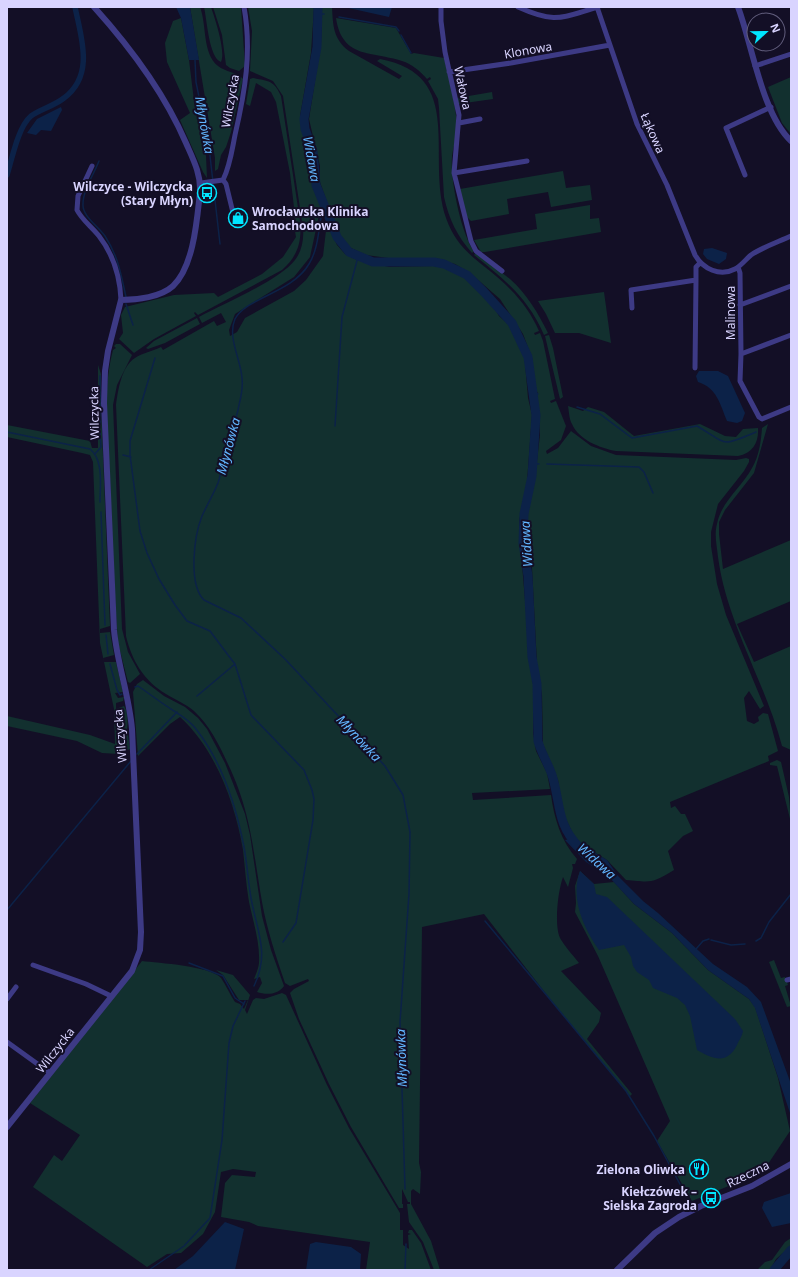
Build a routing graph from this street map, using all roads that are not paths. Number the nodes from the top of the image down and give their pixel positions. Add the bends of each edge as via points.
1 (94, 7) edge
2 (244, 7) edge
3 (441, 7) edge
4 (518, 7) edge
5 (598, 7) edge
6 (738, 7) edge
7 (610, 45) junction
8 (791, 54) edge
9 (755, 66) junction
10 (449, 72) junction
11 (770, 107) junction
12 (480, 119) dead end
13 (459, 123) junction
14 (791, 141) edge
15 (527, 161) dead end
16 (92, 166) dead end
17 (454, 173) junction
18 (746, 175) dead end
19 (221, 181) junction
20 (204, 183) junction
21 (236, 224) dead end
22 (791, 236) edge
23 (700, 263) junction
24 (738, 267) junction
25 (502, 271) dead end
26 (696, 280) junction
27 (791, 286) edge
28 (121, 300) junction
29 (740, 305) junction
30 (632, 308) dead end
31 (791, 335) edge
32 (741, 354) junction
33 (695, 368) dead end
34 (791, 407) edge
35 (33, 965) dead end
36 (16, 986) dead end
37 (111, 996) junction
38 (7, 999) edge
39 (7, 1042) edge
40 (50, 1073) junction
41 (7, 1127) edge
42 (791, 1164) edge
43 (617, 1270) edge

1 - 20 street via 162,94
2 - 19 street, Wilczycka via 248,39 247,74 232,150
3 - 10 street, Wałowa
4 - 5 street via 551,19
5 - 7 street, Łąkowa
6 - 9 street
7 - 10 street, Klonowa
7 - 23 street, Łąkowa via 637,124 667,185
8 - 9 street
9 - 11 street
10 - 13 street, Wałowa
11 - 14 street
11 - 18 street via 726,128
12 - 13 street
13 - 17 street, Wałowa
15 - 17 street
16 - 28 street, Wilczycka via 78,196 77,210 110,254 117,272
17 - 25 street, Wałowa via 471,241 476,251
19 - 20 street
19 - 21 street via 226,184
20 - 28 street via 190,254 180,277 174,285 159,294
22 - 24 street via 752,254
23 - 24 street via 714,271 728,271
23 - 26 street via 696,267
24 - 29 street, Malinowa
26 - 30 street via 631,290
26 - 33 street
27 - 29 street
28 - 37 street, Wilczycka via 108,351 104,403 114,630 117,657 130,713 141,932 136,963
29 - 32 street, Malinowa
31 - 32 street, Malinowa
32 - 34 street via 740,381 757,414 762,418
35 - 37 street
36 - 38 street
37 - 40 street, Wilczycka
39 - 40 street
40 - 41 street, Wilczycka
42 - 43 street, Rzeczna via 752,1186 679,1217 655,1233

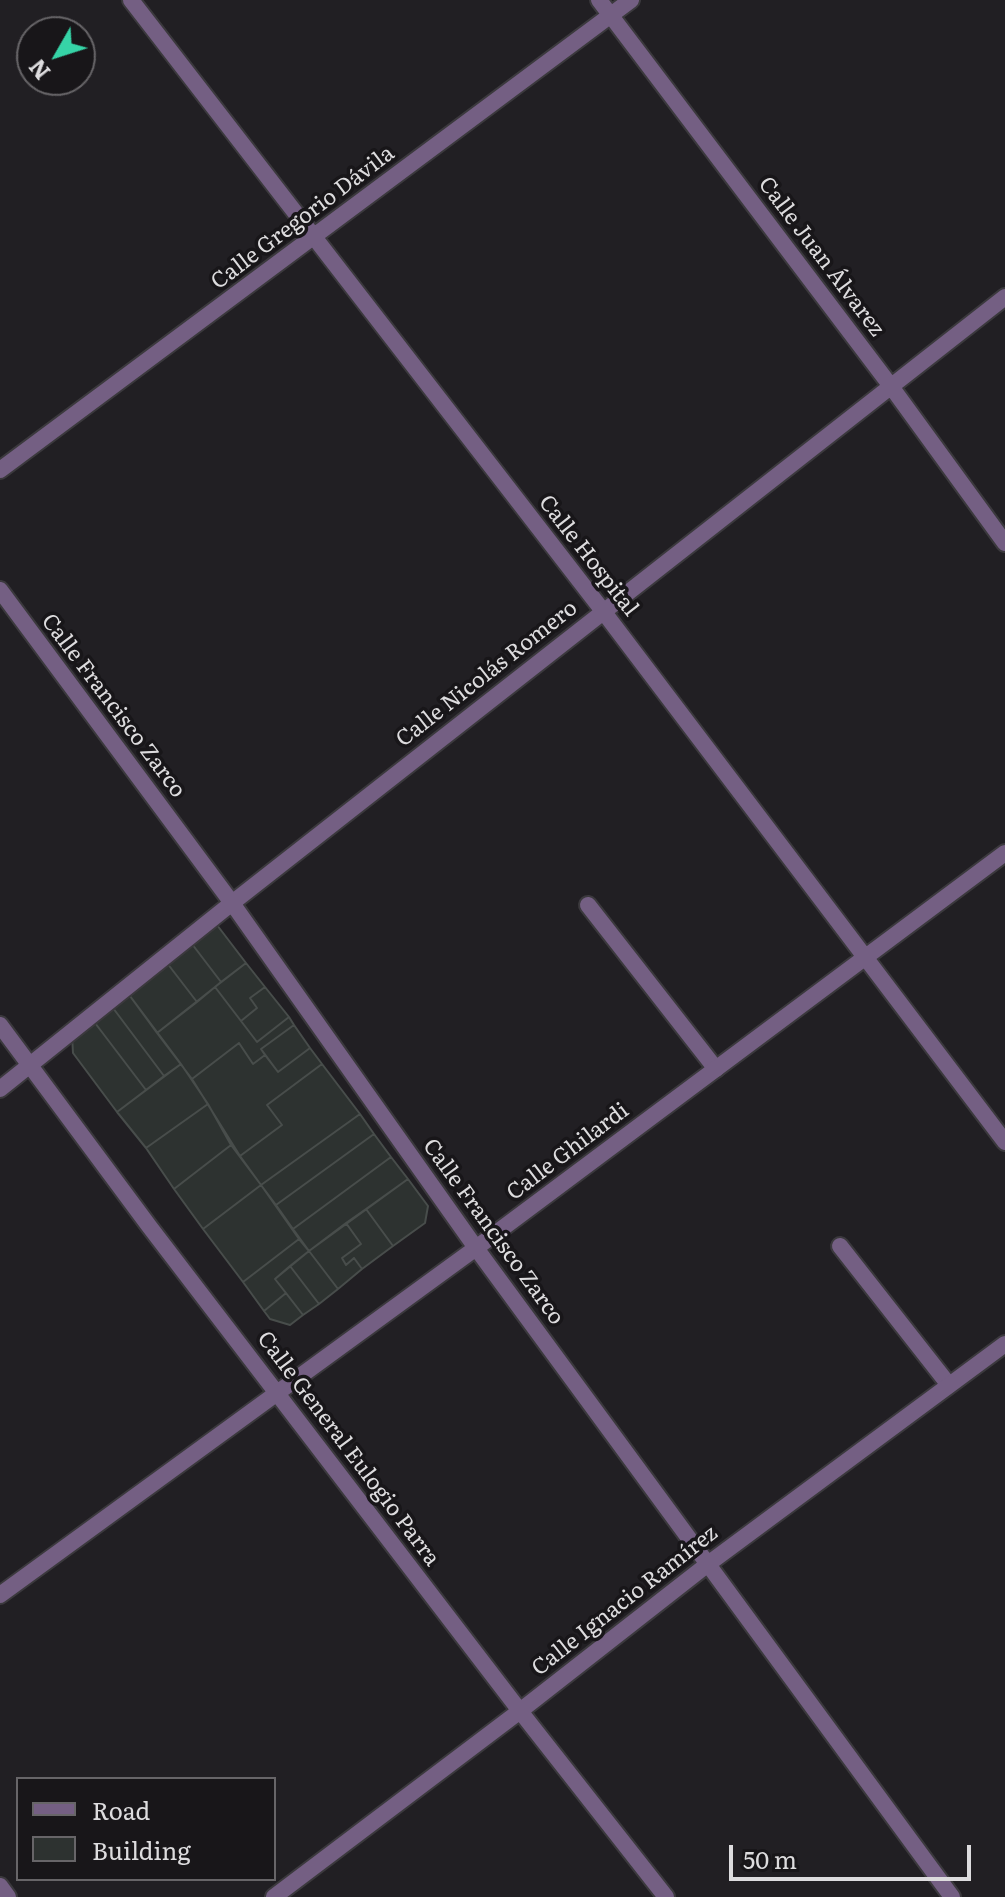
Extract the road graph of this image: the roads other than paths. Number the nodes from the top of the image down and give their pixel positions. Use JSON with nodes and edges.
{"nodes":[{"id":1,"x":131,"y":0,"type":"edge"},
{"id":2,"x":599,"y":0,"type":"edge"},
{"id":3,"x":631,"y":0,"type":"edge"},
{"id":4,"x":610,"y":15,"type":"junction"},
{"id":5,"x":314,"y":237,"type":"junction"},
{"id":6,"x":1005,"y":297,"type":"edge"},
{"id":7,"x":890,"y":385,"type":"junction"},
{"id":8,"x":0,"y":470,"type":"edge"},
{"id":9,"x":1005,"y":543,"type":"edge"},
{"id":10,"x":0,"y":590,"type":"edge"},
{"id":11,"x":603,"y":611,"type":"junction"},
{"id":12,"x":1005,"y":853,"type":"edge"},
{"id":13,"x":232,"y":903,"type":"junction"},
{"id":14,"x":588,"y":905,"type":"dead end"},
{"id":15,"x":864,"y":959,"type":"junction"},
{"id":16,"x":0,"y":1025,"type":"edge"},
{"id":17,"x":31,"y":1066,"type":"junction"},
{"id":18,"x":716,"y":1069,"type":"junction"},
{"id":19,"x":0,"y":1089,"type":"edge"},
{"id":20,"x":1005,"y":1142,"type":"edge"},
{"id":21,"x":840,"y":1246,"type":"dead end"},
{"id":22,"x":476,"y":1248,"type":"junction"},
{"id":23,"x":1005,"y":1344,"type":"edge"},
{"id":24,"x":949,"y":1385,"type":"junction"},
{"id":25,"x":277,"y":1392,"type":"junction"},
{"id":26,"x":708,"y":1564,"type":"junction"},
{"id":27,"x":0,"y":1595,"type":"edge"},
{"id":28,"x":520,"y":1711,"type":"junction"},
{"id":29,"x":0,"y":1886,"type":"edge"},
{"id":30,"x":8,"y":1897,"type":"edge"},
{"id":31,"x":274,"y":1897,"type":"edge"},
{"id":32,"x":666,"y":1897,"type":"edge"},
{"id":33,"x":952,"y":1897,"type":"edge"}],
"edges":[{"from":1,"to":5,"type":"street","name":"Calle Hospital"},
{"from":2,"to":4,"type":"street","name":"Calle Juan Álvarez"},
{"from":3,"to":4,"type":"street","name":"Calle Gregorio Dávila"},
{"from":4,"to":5,"type":"street","name":"Calle Gregorio Dávila"},
{"from":4,"to":7,"type":"street","name":"Calle Juan Álvarez"},
{"from":5,"to":8,"type":"street","name":"Calle Gregorio Dávila"},
{"from":5,"to":11,"type":"street","name":"Calle Hospital"},
{"from":6,"to":7,"type":"street","name":"Calle Nicolás Romero"},
{"from":7,"to":9,"type":"street","name":"Calle Juan Álvarez"},
{"from":7,"to":11,"type":"street","name":"Calle Nicolás Romero"},
{"from":10,"to":13,"type":"street","name":"Calle Francisco Zarco"},
{"from":11,"to":13,"type":"street","name":"Calle Nicolás Romero"},
{"from":11,"to":15,"type":"street","name":"Calle Hospital"},
{"from":12,"to":15,"type":"street","name":"Calle Ghilardi"},
{"from":13,"to":17,"type":"street","name":"Calle Nicolás Romero"},
{"from":13,"to":22,"type":"street","name":"Calle Francisco Zarco"},
{"from":14,"to":18,"type":"street"},
{"from":15,"to":18,"type":"street","name":"Calle Ghilardi"},
{"from":15,"to":20,"type":"street","name":"Calle Hospital"},
{"from":16,"to":17,"type":"street","name":"Calle General Eulogio Parra"},
{"from":17,"to":19,"type":"street","name":"Calle Nicolás Romero"},
{"from":17,"to":25,"type":"street","name":"Calle General Eulogio Parra"},
{"from":18,"to":22,"type":"street","name":"Calle Ghilardi"},
{"from":21,"to":24,"type":"street"},
{"from":22,"to":25,"type":"street","name":"Calle Ghilardi"},
{"from":22,"to":26,"type":"street","name":"Calle Francisco Zarco"},
{"from":23,"to":24,"type":"street","name":"Calle Ignacio Ramírez"},
{"from":24,"to":26,"type":"street","name":"Calle Ignacio Ramírez"},
{"from":25,"to":27,"type":"street","name":"Calle Ghilardi"},
{"from":25,"to":28,"type":"street","name":"Calle General Eulogio Parra"},
{"from":26,"to":28,"type":"street","name":"Calle Ignacio Ramírez"},
{"from":26,"to":33,"type":"street","name":"Calle Francisco Zarco"},
{"from":28,"to":31,"type":"street","name":"Calle Ignacio Ramírez"},
{"from":28,"to":32,"type":"street","name":"Calle General Eulogio Parra"},
{"from":29,"to":30,"type":"street"}]}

---

* **ABOUT THIS TASK**
Give an exact copy of the material, leaving out every picture.

* **FINAL ANSWER**
Build a routing graph from this street map, using all roads that are not paths. Number the nodes from the top of the image down and give their pixel positions. Add the bends of each edge as via points.
1 (94, 7) edge
2 (244, 7) edge
3 (441, 7) edge
4 (518, 7) edge
5 (598, 7) edge
6 (738, 7) edge
7 (610, 45) junction
8 (791, 54) edge
9 (755, 66) junction
10 (449, 72) junction
11 (770, 107) junction
12 (480, 119) dead end
13 (459, 123) junction
14 (791, 141) edge
15 (527, 161) dead end
16 (92, 166) dead end
17 (454, 173) junction
18 (746, 175) dead end
19 (221, 181) junction
20 (204, 183) junction
21 (236, 224) dead end
22 (791, 236) edge
23 (700, 263) junction
24 (738, 267) junction
25 (502, 271) dead end
26 (696, 280) junction
27 (791, 286) edge
28 (121, 300) junction
29 (740, 305) junction
30 (632, 308) dead end
31 (791, 335) edge
32 (741, 354) junction
33 (695, 368) dead end
34 (791, 407) edge
35 (33, 965) dead end
36 (16, 986) dead end
37 (111, 996) junction
38 (7, 999) edge
39 (7, 1042) edge
40 (50, 1073) junction
41 (7, 1127) edge
42 (791, 1164) edge
43 (617, 1270) edge

1 - 20 street via 162,94
2 - 19 street, Wilczycka via 248,39 247,74 232,150
3 - 10 street, Wałowa
4 - 5 street via 551,19
5 - 7 street, Łąkowa
6 - 9 street
7 - 10 street, Klonowa
7 - 23 street, Łąkowa via 637,124 667,185
8 - 9 street
9 - 11 street
10 - 13 street, Wałowa
11 - 14 street
11 - 18 street via 726,128
12 - 13 street
13 - 17 street, Wałowa
15 - 17 street
16 - 28 street, Wilczycka via 78,196 77,210 110,254 117,272
17 - 25 street, Wałowa via 471,241 476,251
19 - 20 street
19 - 21 street via 226,184
20 - 28 street via 190,254 180,277 174,285 159,294
22 - 24 street via 752,254
23 - 24 street via 714,271 728,271
23 - 26 street via 696,267
24 - 29 street, Malinowa
26 - 30 street via 631,290
26 - 33 street
27 - 29 street
28 - 37 street, Wilczycka via 108,351 104,403 114,630 117,657 130,713 141,932 136,963
29 - 32 street, Malinowa
31 - 32 street, Malinowa
32 - 34 street via 740,381 757,414 762,418
35 - 37 street
36 - 38 street
37 - 40 street, Wilczycka
39 - 40 street
40 - 41 street, Wilczycka
42 - 43 street, Rzeczna via 752,1186 679,1217 655,1233

Extract the road graph of this image: the roads other than paths. Number the nodes from the top of the image down and give their pixel positions. Use JSON with nodes and edges.
{"nodes":[{"id":1,"x":131,"y":0,"type":"edge"},
{"id":2,"x":599,"y":0,"type":"edge"},
{"id":3,"x":631,"y":0,"type":"edge"},
{"id":4,"x":610,"y":15,"type":"junction"},
{"id":5,"x":314,"y":237,"type":"junction"},
{"id":6,"x":1005,"y":297,"type":"edge"},
{"id":7,"x":890,"y":385,"type":"junction"},
{"id":8,"x":0,"y":470,"type":"edge"},
{"id":9,"x":1005,"y":543,"type":"edge"},
{"id":10,"x":0,"y":590,"type":"edge"},
{"id":11,"x":603,"y":611,"type":"junction"},
{"id":12,"x":1005,"y":853,"type":"edge"},
{"id":13,"x":232,"y":903,"type":"junction"},
{"id":14,"x":588,"y":905,"type":"dead end"},
{"id":15,"x":864,"y":959,"type":"junction"},
{"id":16,"x":0,"y":1025,"type":"edge"},
{"id":17,"x":31,"y":1066,"type":"junction"},
{"id":18,"x":716,"y":1069,"type":"junction"},
{"id":19,"x":0,"y":1089,"type":"edge"},
{"id":20,"x":1005,"y":1142,"type":"edge"},
{"id":21,"x":840,"y":1246,"type":"dead end"},
{"id":22,"x":476,"y":1248,"type":"junction"},
{"id":23,"x":1005,"y":1344,"type":"edge"},
{"id":24,"x":949,"y":1385,"type":"junction"},
{"id":25,"x":277,"y":1392,"type":"junction"},
{"id":26,"x":708,"y":1564,"type":"junction"},
{"id":27,"x":0,"y":1595,"type":"edge"},
{"id":28,"x":520,"y":1711,"type":"junction"},
{"id":29,"x":0,"y":1886,"type":"edge"},
{"id":30,"x":8,"y":1897,"type":"edge"},
{"id":31,"x":274,"y":1897,"type":"edge"},
{"id":32,"x":666,"y":1897,"type":"edge"},
{"id":33,"x":952,"y":1897,"type":"edge"}],
"edges":[{"from":1,"to":5,"type":"street","name":"Calle Hospital"},
{"from":2,"to":4,"type":"street","name":"Calle Juan Álvarez"},
{"from":3,"to":4,"type":"street","name":"Calle Gregorio Dávila"},
{"from":4,"to":5,"type":"street","name":"Calle Gregorio Dávila"},
{"from":4,"to":7,"type":"street","name":"Calle Juan Álvarez"},
{"from":5,"to":8,"type":"street","name":"Calle Gregorio Dávila"},
{"from":5,"to":11,"type":"street","name":"Calle Hospital"},
{"from":6,"to":7,"type":"street","name":"Calle Nicolás Romero"},
{"from":7,"to":9,"type":"street","name":"Calle Juan Álvarez"},
{"from":7,"to":11,"type":"street","name":"Calle Nicolás Romero"},
{"from":10,"to":13,"type":"street","name":"Calle Francisco Zarco"},
{"from":11,"to":13,"type":"street","name":"Calle Nicolás Romero"},
{"from":11,"to":15,"type":"street","name":"Calle Hospital"},
{"from":12,"to":15,"type":"street","name":"Calle Ghilardi"},
{"from":13,"to":17,"type":"street","name":"Calle Nicolás Romero"},
{"from":13,"to":22,"type":"street","name":"Calle Francisco Zarco"},
{"from":14,"to":18,"type":"street"},
{"from":15,"to":18,"type":"street","name":"Calle Ghilardi"},
{"from":15,"to":20,"type":"street","name":"Calle Hospital"},
{"from":16,"to":17,"type":"street","name":"Calle General Eulogio Parra"},
{"from":17,"to":19,"type":"street","name":"Calle Nicolás Romero"},
{"from":17,"to":25,"type":"street","name":"Calle General Eulogio Parra"},
{"from":18,"to":22,"type":"street","name":"Calle Ghilardi"},
{"from":21,"to":24,"type":"street"},
{"from":22,"to":25,"type":"street","name":"Calle Ghilardi"},
{"from":22,"to":26,"type":"street","name":"Calle Francisco Zarco"},
{"from":23,"to":24,"type":"street","name":"Calle Ignacio Ramírez"},
{"from":24,"to":26,"type":"street","name":"Calle Ignacio Ramírez"},
{"from":25,"to":27,"type":"street","name":"Calle Ghilardi"},
{"from":25,"to":28,"type":"street","name":"Calle General Eulogio Parra"},
{"from":26,"to":28,"type":"street","name":"Calle Ignacio Ramírez"},
{"from":26,"to":33,"type":"street","name":"Calle Francisco Zarco"},
{"from":28,"to":31,"type":"street","name":"Calle Ignacio Ramírez"},
{"from":28,"to":32,"type":"street","name":"Calle General Eulogio Parra"},
{"from":29,"to":30,"type":"street"}]}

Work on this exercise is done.